ASSIGNMENT — Each record is to be reproduced verbatim.

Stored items

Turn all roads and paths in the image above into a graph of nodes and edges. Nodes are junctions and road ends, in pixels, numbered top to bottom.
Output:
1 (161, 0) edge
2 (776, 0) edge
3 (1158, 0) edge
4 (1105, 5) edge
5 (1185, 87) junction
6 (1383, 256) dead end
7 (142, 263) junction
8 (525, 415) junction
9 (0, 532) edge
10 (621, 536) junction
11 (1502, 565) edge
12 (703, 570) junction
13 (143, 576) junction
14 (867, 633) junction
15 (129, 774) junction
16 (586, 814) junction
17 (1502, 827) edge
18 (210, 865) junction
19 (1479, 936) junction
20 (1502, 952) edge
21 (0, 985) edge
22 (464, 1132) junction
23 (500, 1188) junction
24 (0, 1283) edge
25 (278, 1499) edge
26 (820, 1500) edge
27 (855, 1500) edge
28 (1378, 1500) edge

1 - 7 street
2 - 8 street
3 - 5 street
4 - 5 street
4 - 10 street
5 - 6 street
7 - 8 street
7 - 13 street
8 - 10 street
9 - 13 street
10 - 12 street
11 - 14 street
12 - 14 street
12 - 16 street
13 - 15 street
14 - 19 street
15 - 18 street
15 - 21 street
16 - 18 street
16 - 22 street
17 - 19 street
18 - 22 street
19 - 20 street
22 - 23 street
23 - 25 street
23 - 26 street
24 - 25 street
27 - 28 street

RESPONSE BOX —
Turn all roads and paths in the image above into a graph of nodes and edges. Nodes are junctions and road ends, in pixels, numbered top to bottom.
Output:
1 (161, 0) edge
2 (776, 0) edge
3 (1158, 0) edge
4 (1105, 5) edge
5 (1185, 87) junction
6 (1383, 256) dead end
7 (142, 263) junction
8 (525, 415) junction
9 (0, 532) edge
10 (621, 536) junction
11 (1502, 565) edge
12 (703, 570) junction
13 (143, 576) junction
14 (867, 633) junction
15 (129, 774) junction
16 (586, 814) junction
17 (1502, 827) edge
18 (210, 865) junction
19 (1479, 936) junction
20 (1502, 952) edge
21 (0, 985) edge
22 (464, 1132) junction
23 (500, 1188) junction
24 (0, 1283) edge
25 (278, 1499) edge
26 (820, 1500) edge
27 (855, 1500) edge
28 (1378, 1500) edge

1 - 7 street
2 - 8 street
3 - 5 street
4 - 5 street
4 - 10 street
5 - 6 street
7 - 8 street
7 - 13 street
8 - 10 street
9 - 13 street
10 - 12 street
11 - 14 street
12 - 14 street
12 - 16 street
13 - 15 street
14 - 19 street
15 - 18 street
15 - 21 street
16 - 18 street
16 - 22 street
17 - 19 street
18 - 22 street
19 - 20 street
22 - 23 street
23 - 25 street
23 - 26 street
24 - 25 street
27 - 28 street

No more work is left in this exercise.